Don't expect Dallas PD to run the rolling roadblocks for long; I think the campaign is more of a public awareness effort than anything else. It also serves as an opportunity to say "I told you so" when the real speeding crackdown begins...probably as early as this weekend.


The crackdown didn't begin soon enough for two Plano men who were struck by a speeding car early Tuesday morning. The men had pulled onto the left shoulder of northbound Interstate 35 East in Dallas to lend assistance to the driver of a burning car. The men, Demont Matthews and Joseph Wood, were pulling the driver from his damaged car when they were struck by a silver BMW traveling at a speed in excess of 100 mph (160 km/h). The BMW had been driving in the leftmost lane, then swerved onto the shoulder -- in between the stopped cars and the concrete barricade -- and struck the men. The driver of the burning car was injured, but will live. The driver of the BMW was a professional football player, Dallas Cowboys defensive back Dwayne Goodrich, on his way home from a night at a strip club. Goodrich turned himself into police on Tuesday night.

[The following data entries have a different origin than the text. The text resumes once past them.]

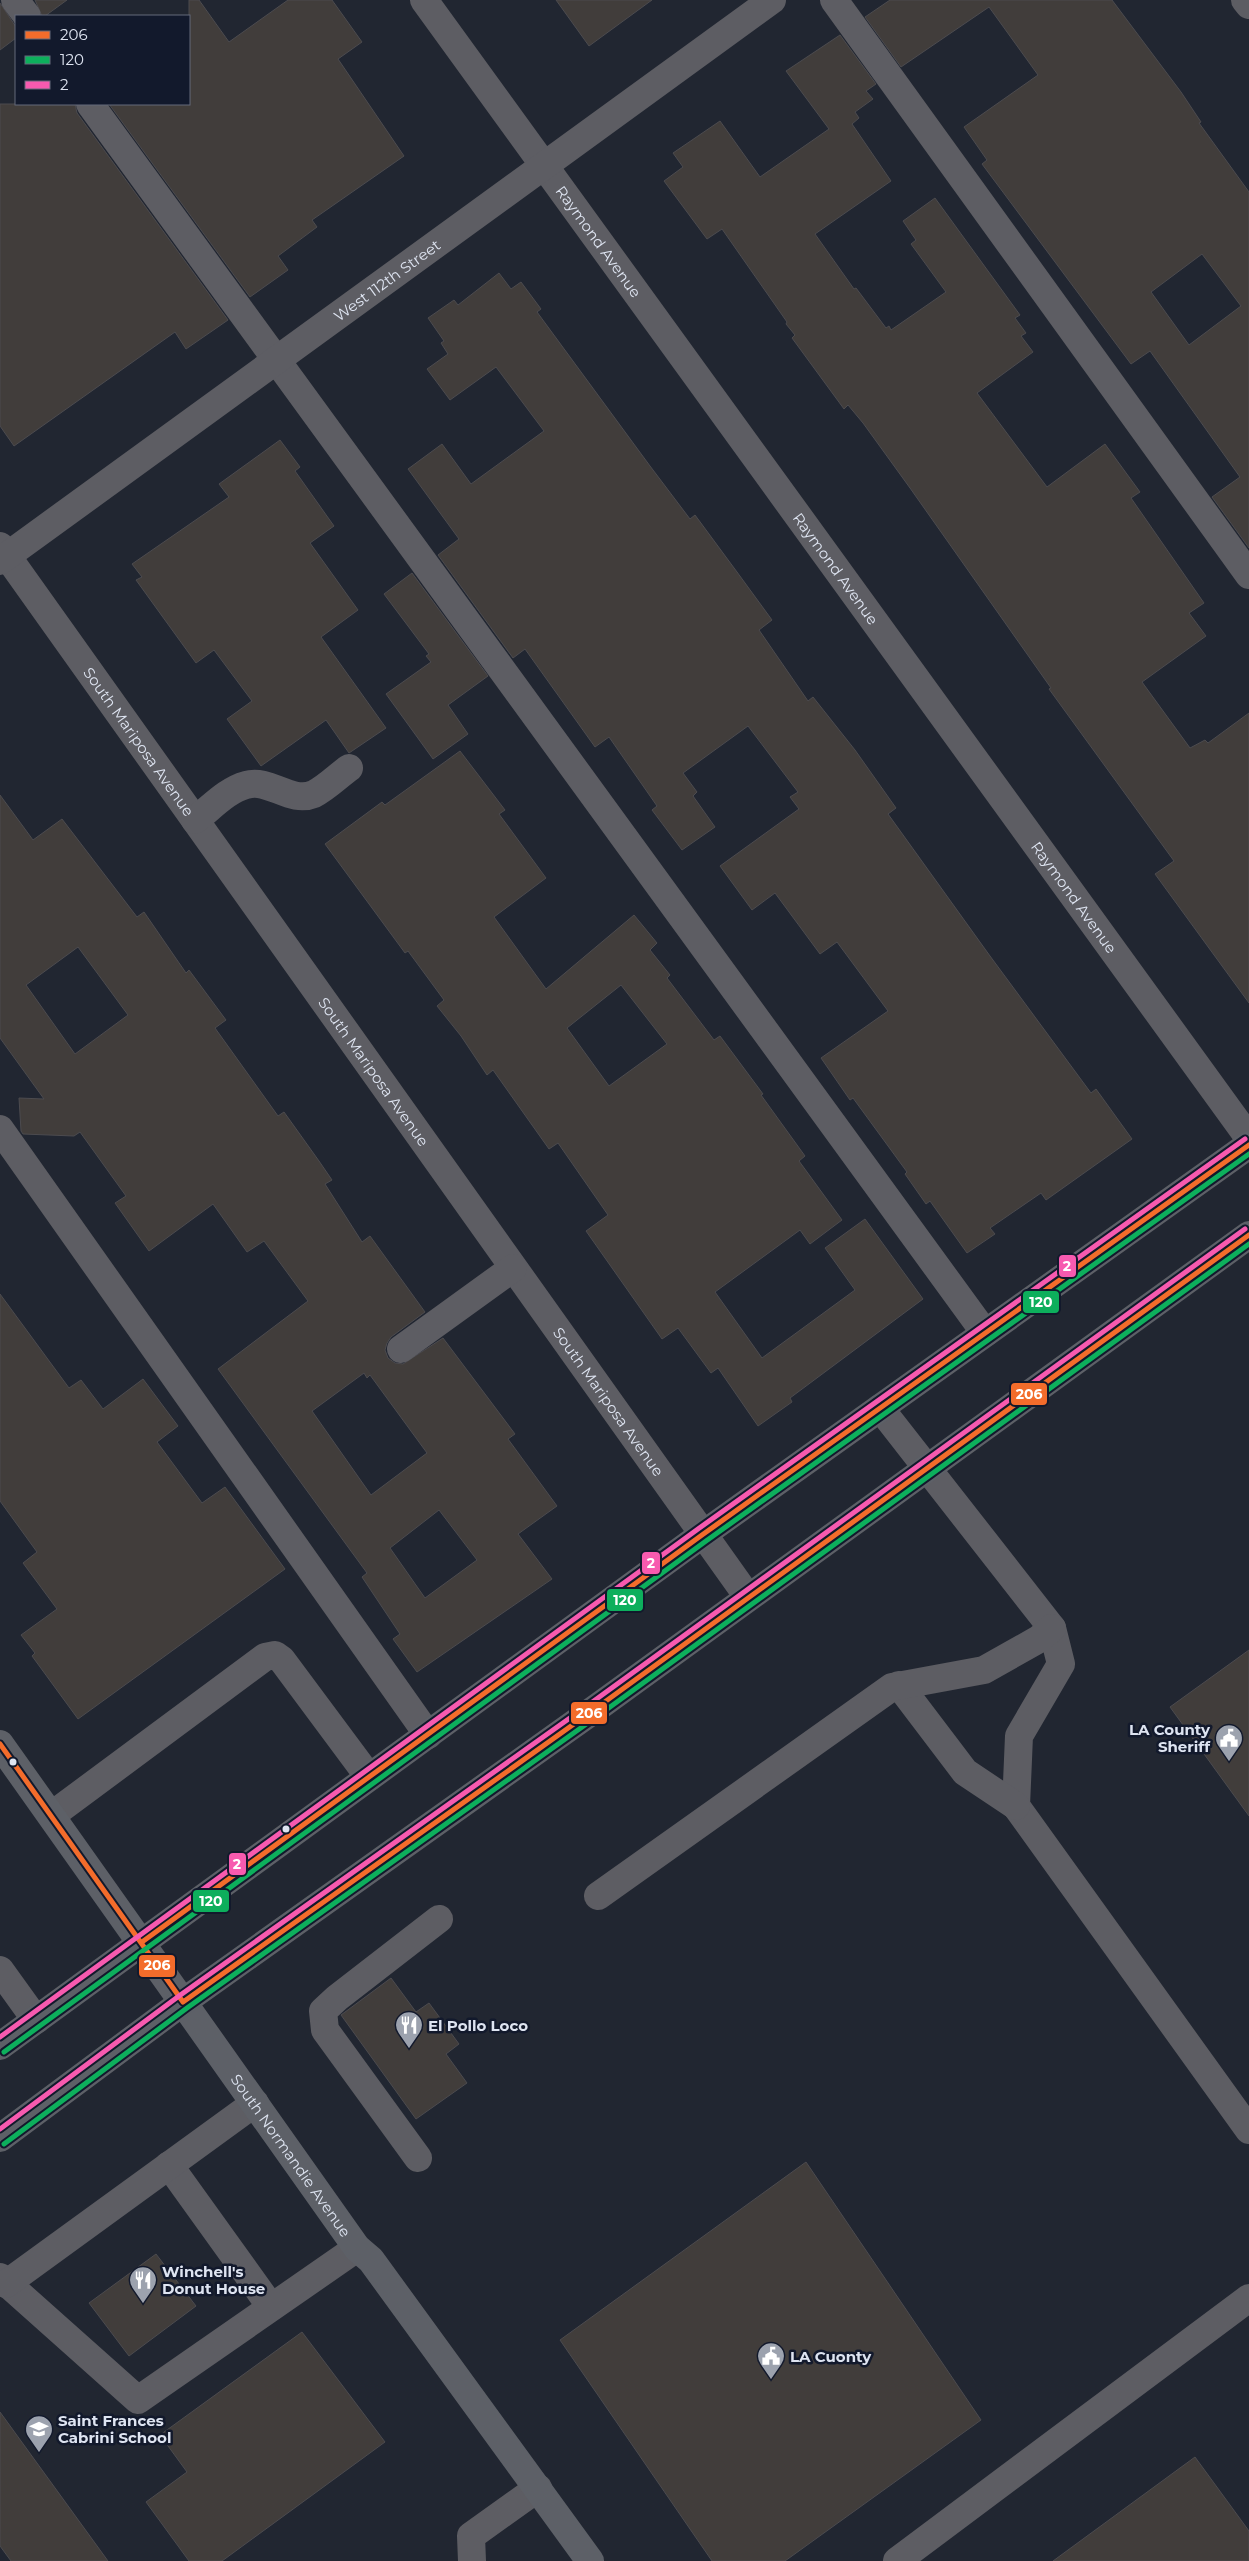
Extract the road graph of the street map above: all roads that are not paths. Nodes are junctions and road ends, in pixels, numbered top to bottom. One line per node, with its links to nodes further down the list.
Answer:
1 (15, 0): 7 (street)
2 (424, 0): 9 (street, Raymond Avenue)
3 (772, 0): 9 (street, West 112th Street)
4 (834, 0): 12 (street)
5 (1245, 0): 6 (street)
6 (1249, 5)
7 (25, 15)
8 (91, 105): 10 (street)
9 (544, 166): 10 (street, West 112th Street); 16 (street, Raymond Avenue)
10 (278, 360): 11 (street, West 112th Street); 20 (street)
11 (2, 554): 14 (street, South Mariposa Avenue)
12 (1249, 575)
13 (349, 768): 14 (street)
14 (195, 820): 19 (street, South Mariposa Avenue)
15 (0, 1129): 28 (street)
16 (1249, 1138)
17 (1249, 1145): 20 (main road)
18 (1249, 1235): 23 (main road)
19 (513, 1268): 21 (street); 24 (street, South Mariposa Avenue)
20 (985, 1333): 22 (main road)
21 (401, 1349)
22 (880, 1408): 23 (street); 24 (main road)
23 (926, 1468): 25 (main road); 26 (street)
24 (702, 1535): 25 (street, South Mariposa Avenue); 28 (main road)
25 (748, 1598): 37 (main road)
26 (1052, 1628): 27 (street); 31 (street)
27 (899, 1685): 31 (street); 33 (street)
28 (428, 1735): 30 (main road)
29 (4, 1758): 32 (main road, South Normandie Avenue)
30 (368, 1777): 32 (street); 35 (main road)
31 (1016, 1806): 41 (street)
32 (52, 1815): 35 (main road, South Normandie Avenue)
33 (598, 1896)
34 (439, 1919): 43 (street)
35 (142, 1942): 37 (main road, South Normandie Avenue); 38 (main road)
36 (0, 1970): 38 (street)
37 (183, 2002): 40 (main road, South Normandie Avenue); 42 (main road)
38 (36, 2020): 39 (main road)
39 (0, 2046)
40 (255, 2104): 44 (street); 45 (main road, South Normandie Avenue)
41 (1249, 2130)
42 (0, 2138)
43 (418, 2158)
44 (169, 2166): 46 (street); 48 (street)
45 (358, 2248): 48 (street); 49 (main road, South Normandie Avenue)
46 (3, 2281): 48 (street)
47 (1249, 2298): 52 (street)
48 (271, 2307)
49 (538, 2488): 50 (street); 51 (main road, South Normandie Avenue)
50 (472, 2561)
51 (590, 2561)
52 (897, 2561)

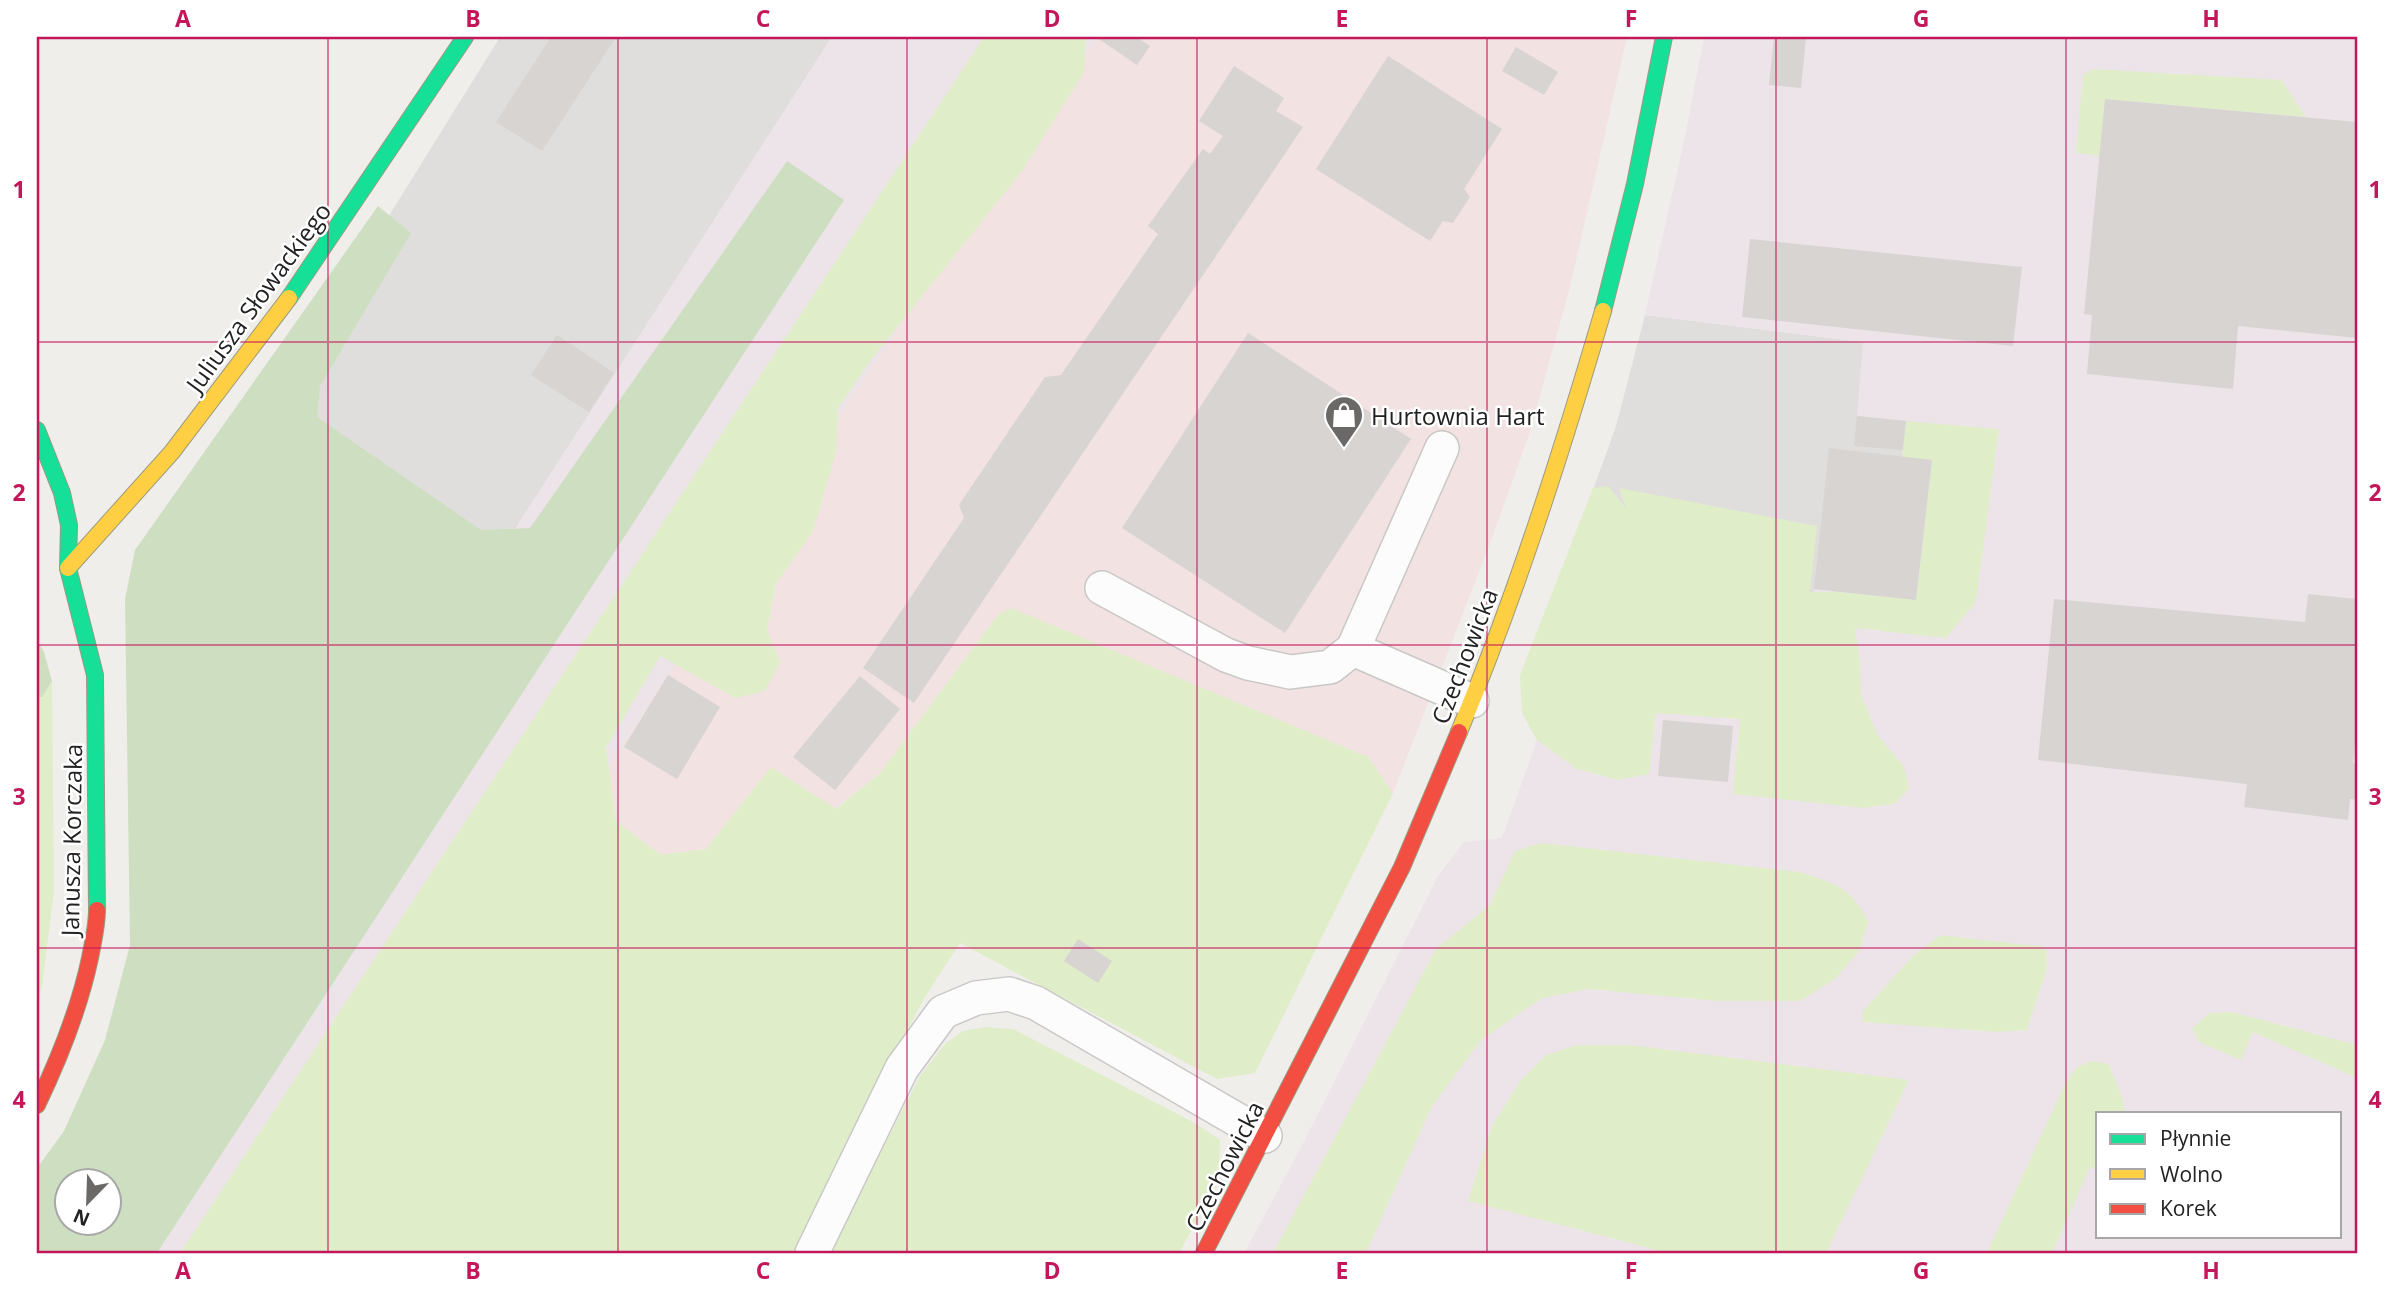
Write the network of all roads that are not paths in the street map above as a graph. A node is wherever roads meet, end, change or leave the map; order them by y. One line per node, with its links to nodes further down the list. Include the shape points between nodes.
1 (465, 37): 6 (street, Juliusza Słowackiego, via 231,378 150,478)
2 (1664, 37): 9 (street, Czechowicka, via 1635,184 1601,318 1564,445)
3 (37, 430): 6 (street, Janusza Korczaka, via 62,493 69,525)
4 (1442, 448): 8 (lane)
5 (47, 561): 6 (street)
6 (68, 568): 10 (street, Janusza Korczaka, via 95,675 97,922 82,995)
7 (1102, 588): 8 (lane, via 1248,663 1290,673 1330,667)
8 (1353, 649): 9 (lane)
9 (1472, 701): 11 (street, Czechowicka, via 1402,867)
10 (37, 1105)
11 (1265, 1136): 12 (lane, via 1036,1003 1009,994 976,998 943,1012 902,1068); 13 (street, Czechowicka)
12 (811, 1253)
13 (1204, 1253)

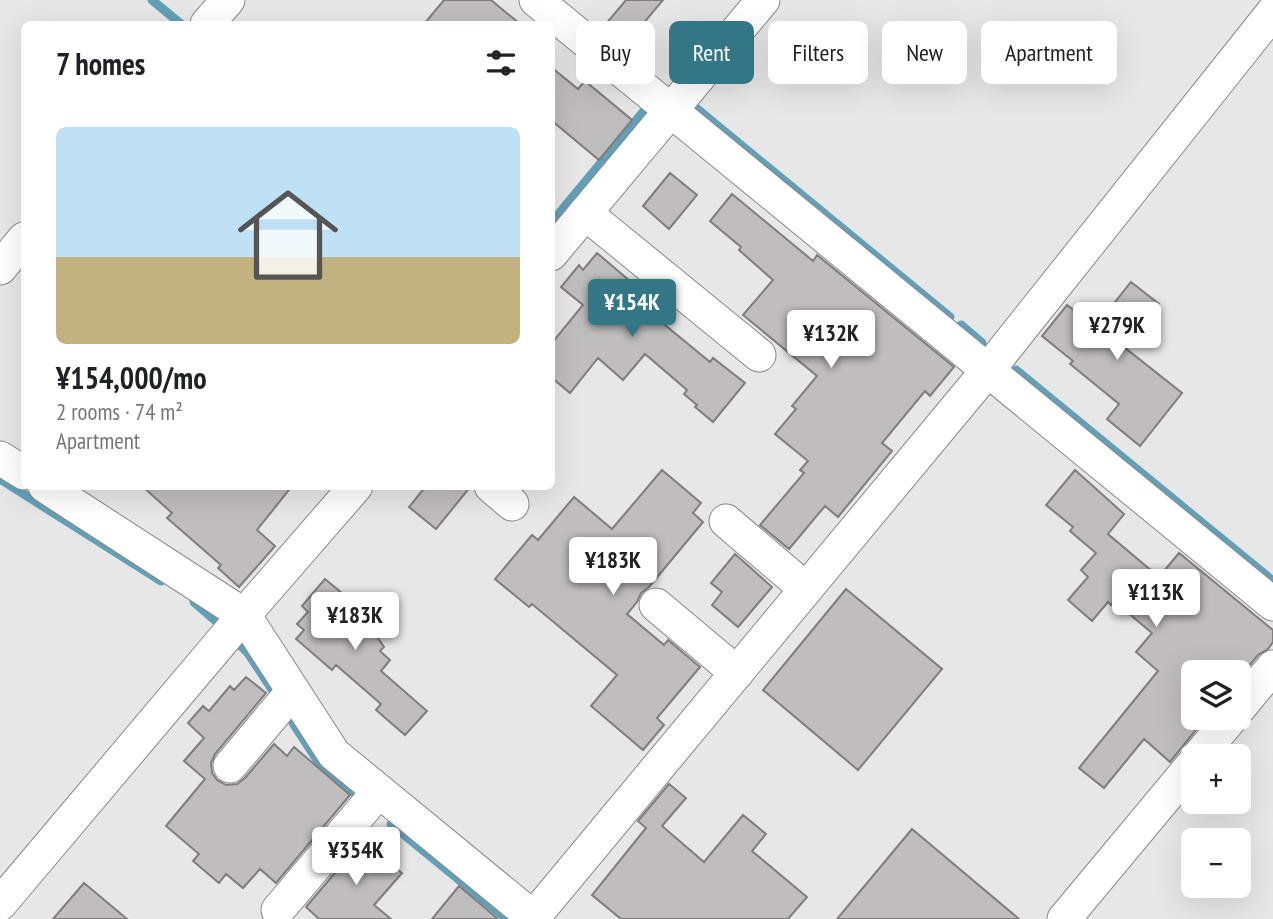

It isn't just the city of Dallas that has intensified their efforts to catch speeders. On my way home from school Tuesday afternoon, the Arlington Police Department had an elaborate speedtrap set up at the Interstate 30/Fielder Rd. interchange. One officer was standing against the overpass railing, training a radar gun on the westbound traffic on I-30. At the bottom of the onramp, two motorcycle cops waited for the go ahead. Further down the highway, another pair of motorcycle patrolmen had each pulled over a vehicle, one on either side of the freeway.

Usually, speed traps are run by a maximum of four officers, but there were at least six present at that particular one. As long as the city has enough money to finish their road construction, I'll be happy.